Select from the data all lines with the word "Oliveira".

DATA UNDER STUDY below:

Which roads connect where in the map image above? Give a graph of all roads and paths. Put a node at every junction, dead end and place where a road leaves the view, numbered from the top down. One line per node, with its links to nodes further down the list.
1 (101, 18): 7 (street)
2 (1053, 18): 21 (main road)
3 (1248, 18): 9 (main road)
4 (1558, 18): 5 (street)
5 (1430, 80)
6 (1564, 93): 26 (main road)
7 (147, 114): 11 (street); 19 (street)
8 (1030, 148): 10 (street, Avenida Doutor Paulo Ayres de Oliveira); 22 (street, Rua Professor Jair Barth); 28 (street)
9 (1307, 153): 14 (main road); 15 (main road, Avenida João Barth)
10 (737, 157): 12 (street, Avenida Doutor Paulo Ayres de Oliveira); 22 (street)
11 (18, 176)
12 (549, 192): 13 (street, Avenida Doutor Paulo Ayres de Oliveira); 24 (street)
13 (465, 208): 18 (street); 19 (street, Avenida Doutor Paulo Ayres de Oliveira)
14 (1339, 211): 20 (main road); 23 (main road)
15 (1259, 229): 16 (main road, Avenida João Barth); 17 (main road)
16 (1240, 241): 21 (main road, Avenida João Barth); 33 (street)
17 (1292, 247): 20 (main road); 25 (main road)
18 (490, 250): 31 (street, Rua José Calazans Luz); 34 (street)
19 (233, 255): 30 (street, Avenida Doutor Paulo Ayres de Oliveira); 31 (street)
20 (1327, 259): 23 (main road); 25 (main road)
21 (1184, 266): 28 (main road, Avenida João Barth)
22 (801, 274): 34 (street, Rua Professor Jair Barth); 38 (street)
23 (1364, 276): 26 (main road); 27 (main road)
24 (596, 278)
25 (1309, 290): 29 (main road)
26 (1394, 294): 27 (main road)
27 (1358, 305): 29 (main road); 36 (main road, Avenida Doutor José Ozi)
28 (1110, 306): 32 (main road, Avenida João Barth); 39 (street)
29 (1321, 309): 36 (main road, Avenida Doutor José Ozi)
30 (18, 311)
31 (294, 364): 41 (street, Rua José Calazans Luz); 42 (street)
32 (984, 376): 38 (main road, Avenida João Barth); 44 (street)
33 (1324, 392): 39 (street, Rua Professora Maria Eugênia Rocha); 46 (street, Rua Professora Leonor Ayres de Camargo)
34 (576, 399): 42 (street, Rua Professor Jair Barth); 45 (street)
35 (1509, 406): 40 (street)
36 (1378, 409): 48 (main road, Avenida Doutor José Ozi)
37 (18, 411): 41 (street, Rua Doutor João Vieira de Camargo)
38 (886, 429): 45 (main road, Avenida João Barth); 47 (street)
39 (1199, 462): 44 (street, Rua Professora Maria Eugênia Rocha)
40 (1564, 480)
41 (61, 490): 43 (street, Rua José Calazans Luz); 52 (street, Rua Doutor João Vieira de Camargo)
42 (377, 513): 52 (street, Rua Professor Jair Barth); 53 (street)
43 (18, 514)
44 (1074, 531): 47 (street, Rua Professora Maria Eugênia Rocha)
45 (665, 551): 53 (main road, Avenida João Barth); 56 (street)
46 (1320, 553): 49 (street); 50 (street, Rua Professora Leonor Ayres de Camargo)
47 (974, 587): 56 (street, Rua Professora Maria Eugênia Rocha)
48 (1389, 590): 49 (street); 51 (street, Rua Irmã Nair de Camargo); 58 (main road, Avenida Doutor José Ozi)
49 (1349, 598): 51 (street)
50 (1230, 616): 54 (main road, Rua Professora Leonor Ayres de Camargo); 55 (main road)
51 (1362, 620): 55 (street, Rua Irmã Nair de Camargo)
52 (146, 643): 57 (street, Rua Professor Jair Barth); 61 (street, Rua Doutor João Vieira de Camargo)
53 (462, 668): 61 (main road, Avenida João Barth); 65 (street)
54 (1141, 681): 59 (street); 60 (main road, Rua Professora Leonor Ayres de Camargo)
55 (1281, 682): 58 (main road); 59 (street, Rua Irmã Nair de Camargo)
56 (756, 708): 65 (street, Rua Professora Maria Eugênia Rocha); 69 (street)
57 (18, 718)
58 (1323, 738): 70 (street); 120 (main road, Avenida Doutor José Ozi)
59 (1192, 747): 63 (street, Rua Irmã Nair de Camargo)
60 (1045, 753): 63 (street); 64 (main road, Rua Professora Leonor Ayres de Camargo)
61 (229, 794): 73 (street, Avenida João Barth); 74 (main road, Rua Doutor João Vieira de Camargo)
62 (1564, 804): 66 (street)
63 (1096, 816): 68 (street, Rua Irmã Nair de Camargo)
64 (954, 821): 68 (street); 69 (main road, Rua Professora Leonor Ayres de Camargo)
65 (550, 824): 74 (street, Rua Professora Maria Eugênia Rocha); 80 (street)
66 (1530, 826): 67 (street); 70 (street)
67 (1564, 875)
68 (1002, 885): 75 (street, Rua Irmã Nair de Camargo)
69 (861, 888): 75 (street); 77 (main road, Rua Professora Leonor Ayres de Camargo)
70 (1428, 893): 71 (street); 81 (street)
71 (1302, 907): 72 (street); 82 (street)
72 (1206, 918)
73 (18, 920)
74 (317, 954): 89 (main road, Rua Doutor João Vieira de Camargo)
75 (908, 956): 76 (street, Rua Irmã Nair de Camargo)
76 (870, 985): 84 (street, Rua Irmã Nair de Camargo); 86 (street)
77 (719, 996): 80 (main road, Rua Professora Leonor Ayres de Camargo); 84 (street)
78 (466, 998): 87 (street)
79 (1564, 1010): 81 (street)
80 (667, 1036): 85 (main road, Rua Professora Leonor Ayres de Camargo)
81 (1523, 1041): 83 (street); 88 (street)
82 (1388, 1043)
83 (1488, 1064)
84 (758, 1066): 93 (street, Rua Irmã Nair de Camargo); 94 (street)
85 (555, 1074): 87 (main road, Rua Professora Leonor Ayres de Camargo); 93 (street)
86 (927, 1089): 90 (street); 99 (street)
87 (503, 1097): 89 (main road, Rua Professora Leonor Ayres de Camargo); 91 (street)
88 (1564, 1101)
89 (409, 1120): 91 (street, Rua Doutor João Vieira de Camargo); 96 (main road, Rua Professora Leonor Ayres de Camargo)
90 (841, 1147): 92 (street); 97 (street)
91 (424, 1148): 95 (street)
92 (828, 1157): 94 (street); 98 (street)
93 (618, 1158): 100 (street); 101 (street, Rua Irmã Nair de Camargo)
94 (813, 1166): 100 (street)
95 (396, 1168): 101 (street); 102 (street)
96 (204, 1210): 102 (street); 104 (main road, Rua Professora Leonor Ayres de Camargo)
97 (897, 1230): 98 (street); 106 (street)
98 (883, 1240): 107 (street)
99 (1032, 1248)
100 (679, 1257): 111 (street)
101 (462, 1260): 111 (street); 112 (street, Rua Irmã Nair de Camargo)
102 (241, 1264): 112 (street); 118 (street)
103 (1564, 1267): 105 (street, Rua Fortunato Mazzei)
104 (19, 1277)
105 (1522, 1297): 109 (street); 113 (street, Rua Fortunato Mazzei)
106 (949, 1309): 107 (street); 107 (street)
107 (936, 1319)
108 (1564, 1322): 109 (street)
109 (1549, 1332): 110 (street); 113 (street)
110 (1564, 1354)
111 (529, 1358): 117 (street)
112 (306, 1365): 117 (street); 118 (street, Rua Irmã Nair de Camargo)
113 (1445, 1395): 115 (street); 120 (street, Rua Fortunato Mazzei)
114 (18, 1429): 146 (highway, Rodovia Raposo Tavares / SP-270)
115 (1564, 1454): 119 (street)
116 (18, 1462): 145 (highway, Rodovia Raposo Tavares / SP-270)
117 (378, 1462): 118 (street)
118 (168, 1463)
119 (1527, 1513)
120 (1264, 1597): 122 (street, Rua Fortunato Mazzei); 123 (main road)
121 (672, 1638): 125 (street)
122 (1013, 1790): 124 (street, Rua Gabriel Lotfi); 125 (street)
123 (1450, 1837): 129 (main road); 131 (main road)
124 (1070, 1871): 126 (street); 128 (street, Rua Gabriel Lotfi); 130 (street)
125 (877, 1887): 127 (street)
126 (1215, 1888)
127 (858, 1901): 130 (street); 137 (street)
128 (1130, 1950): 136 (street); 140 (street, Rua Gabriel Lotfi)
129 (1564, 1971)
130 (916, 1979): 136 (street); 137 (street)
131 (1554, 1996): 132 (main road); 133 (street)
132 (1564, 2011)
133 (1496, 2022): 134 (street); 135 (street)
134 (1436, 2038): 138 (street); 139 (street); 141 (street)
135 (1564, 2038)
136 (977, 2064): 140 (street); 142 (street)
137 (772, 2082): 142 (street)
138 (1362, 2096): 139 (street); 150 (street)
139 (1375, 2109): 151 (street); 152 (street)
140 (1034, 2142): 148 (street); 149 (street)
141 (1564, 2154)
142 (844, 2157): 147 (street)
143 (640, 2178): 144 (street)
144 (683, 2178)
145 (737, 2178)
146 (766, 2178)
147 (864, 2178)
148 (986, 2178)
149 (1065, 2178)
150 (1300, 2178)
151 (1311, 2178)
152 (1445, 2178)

End of DATA UNDER STUDY.

SOLUTION FOR THIS TASK:
8 (1030, 148): 10 (street, Avenida Doutor Paulo Ayres de Oliveira); 22 (street, Rua Professor Jair Barth); 28 (street)
10 (737, 157): 12 (street, Avenida Doutor Paulo Ayres de Oliveira); 22 (street)
12 (549, 192): 13 (street, Avenida Doutor Paulo Ayres de Oliveira); 24 (street)
13 (465, 208): 18 (street); 19 (street, Avenida Doutor Paulo Ayres de Oliveira)
19 (233, 255): 30 (street, Avenida Doutor Paulo Ayres de Oliveira); 31 (street)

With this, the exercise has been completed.